Abe has pledged to lift GDP by around 20 percent from the current level, to ¥600 trillion by around 2020.
This poses yet another problem for Abenomics as the initial fiscal boost was supposed to trigger economic growth which would allow Japan to cut its fiscal deficit and thereby get some control over its national debt to economic output (GDP) ratio. According to the Ministry of Finance the fiscal deficit was 6% of GDP in 2015 and the national debt was 229.2% of it. The IMF has it nearing 250% and the Bank of Japan if it throws in all its assets has a net reading of 130%. Take your pick or note the 1.075 quadrillion Yen it has become or 1,075,217,800,000,000.

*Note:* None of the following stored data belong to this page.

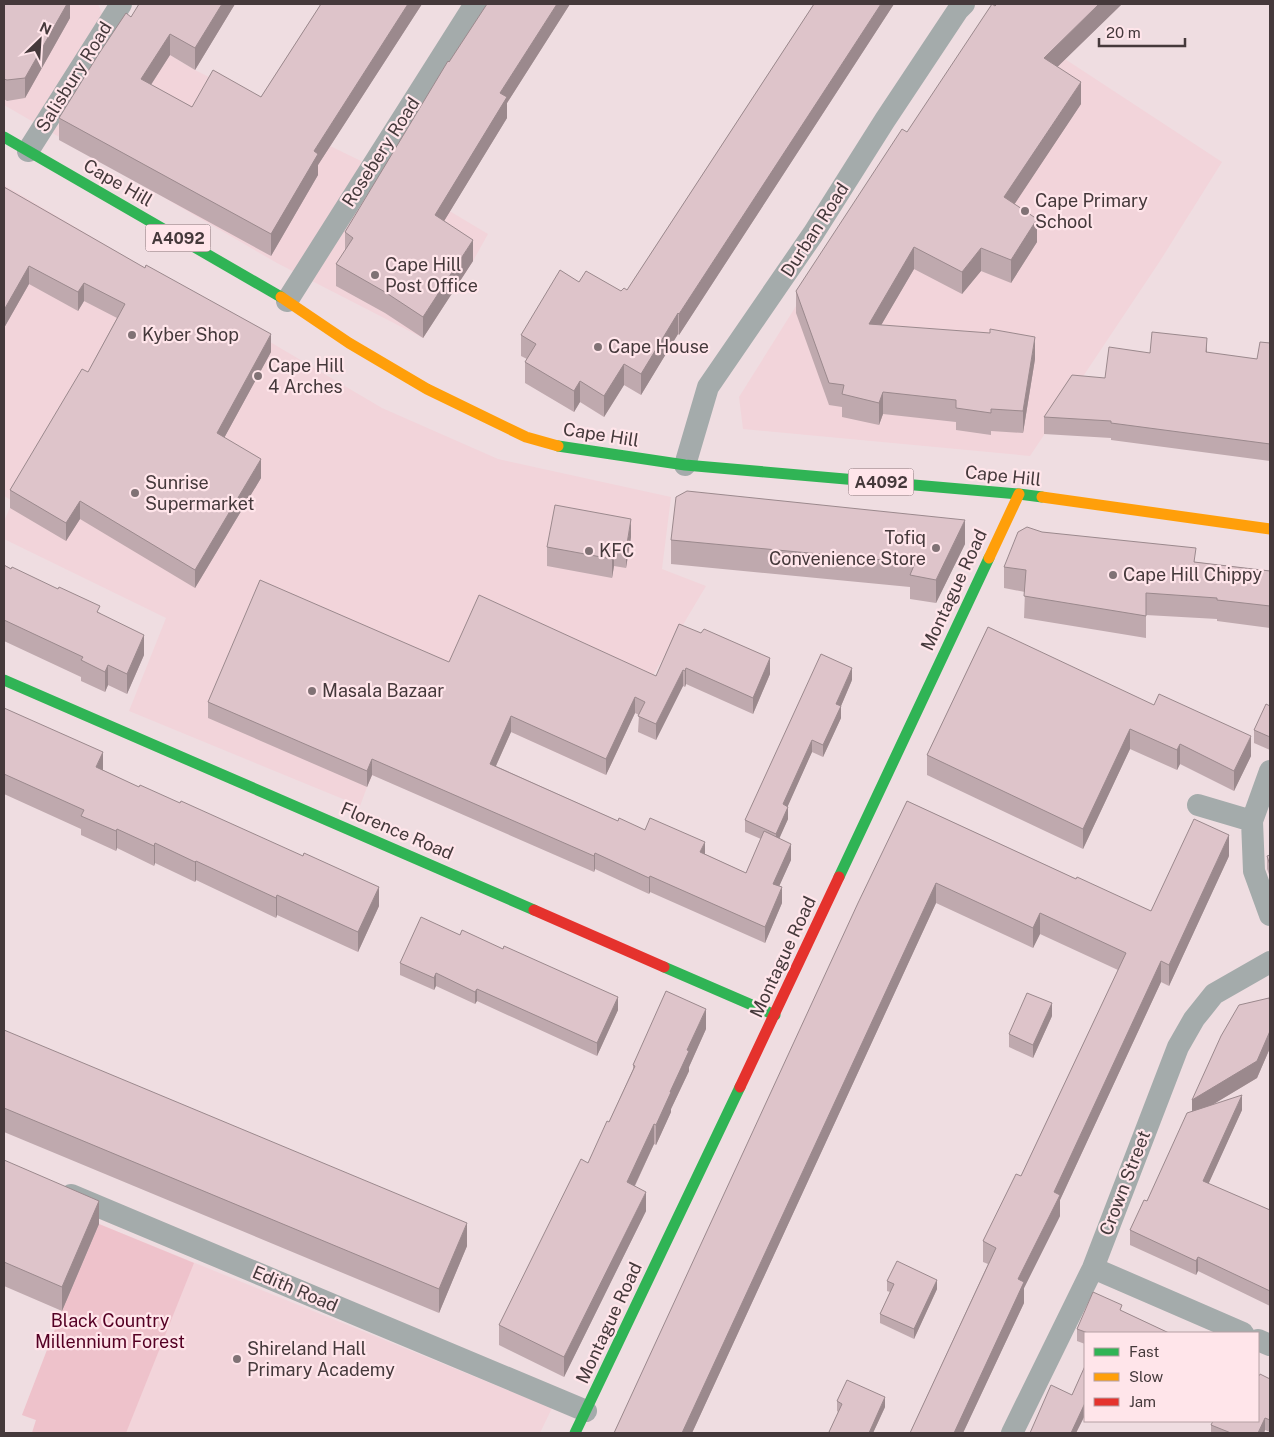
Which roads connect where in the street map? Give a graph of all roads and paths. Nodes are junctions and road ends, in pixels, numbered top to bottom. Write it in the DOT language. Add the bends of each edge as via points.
graph roads {
  1 [pos="120,4"];
  2 [pos="476,4"];
  3 [pos="964,4"];
  4 [pos="4,137"];
  5 [pos="28,151"];
  6 [pos="287,301"];
  7 [pos="685,466"];
  8 [pos="1019,494"];
  9 [pos="1270,528"];
  10 [pos="4,680"];
  11 [pos="1270,771"];
  12 [pos="1198,805"];
  13 [pos="1252,821"];
  14 [pos="1270,915"];
  15 [pos="1270,962"];
  16 [pos="775,1015"];
  17 [pos="49,1186"];
  18 [pos="1093,1268"];
  19 [pos="1241,1332"];
  20 [pos="586,1411"];
  21 [pos="575,1433"];
  22 [pos="1012,1433"];
  1 -- 5 [label="street, Salisbury Road"];
  2 -- 6 [label="street, Rosebery Road"];
  3 -- 7 [label="street, Durban Road" via="708,387"];
  4 -- 5 [label="street, Cape Hill / A4092"];
  5 -- 6 [label="street, Cape Hill / A4092"];
  6 -- 7 [label="street, Cape Hill / A4092" via="349,343 428,389 526,437 551,445"];
  7 -- 8 [label="street, Cape Hill / A4092"];
  8 -- 9 [label="street, Cape Hill / A4092"];
  8 -- 16 [label="street, Montague Road"];
  10 -- 16 [label="street, Florence Road"];
  11 -- 13 [label="street"];
  12 -- 13 [label="street"];
  13 -- 14 [label="street" via="1254,871"];
  15 -- 18 [label="street, Crown Street" via="1214,994 1194,1019 1178,1047"];
  16 -- 20 [label="street, Montague Road"];
  17 -- 20 [label="street, Edith Road"];
  18 -- 19 [label="street"];
  18 -- 22 [label="street, Crown Street"];
  20 -- 21 [label="street, Montague Road"];
}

If we step back for a moment we see three major themes at play. Firstly the economy of Japan has had every form of economic stimulus thrown at it. A continuing fiscal stimulus has seen ever more monetary stimulus and a lower exchange rate added to it. Each time we have been assured of success by the government and mainstream media but if that was true we would not be seeing Agent Smith continually crying “More! More!” would we? In addition the latest phase is that monetary easing is having an inverse and perverse effect on the Yen and the Euro as both rally in response to ever lower interest-rates and yields. Oh what a tangled web and all that. Also please remember that this is happening when lower energy prices should be giving Japan an enormous boost.
One irony is that today has seen a rare outbreak of a real wage rises in Japan but I guess whilst 0.4% is welcome it is not that material. Oh and as to the promised third arrow of reform. From Reuters.
Japan is witnessing a record number of compensation claims related to death from overwork, or “karoshi”, a phenomenon previously associated with the long-suffering “salary man” that is increasingly afflicting young and female employees.
That is neither the reform nor the type of equality required.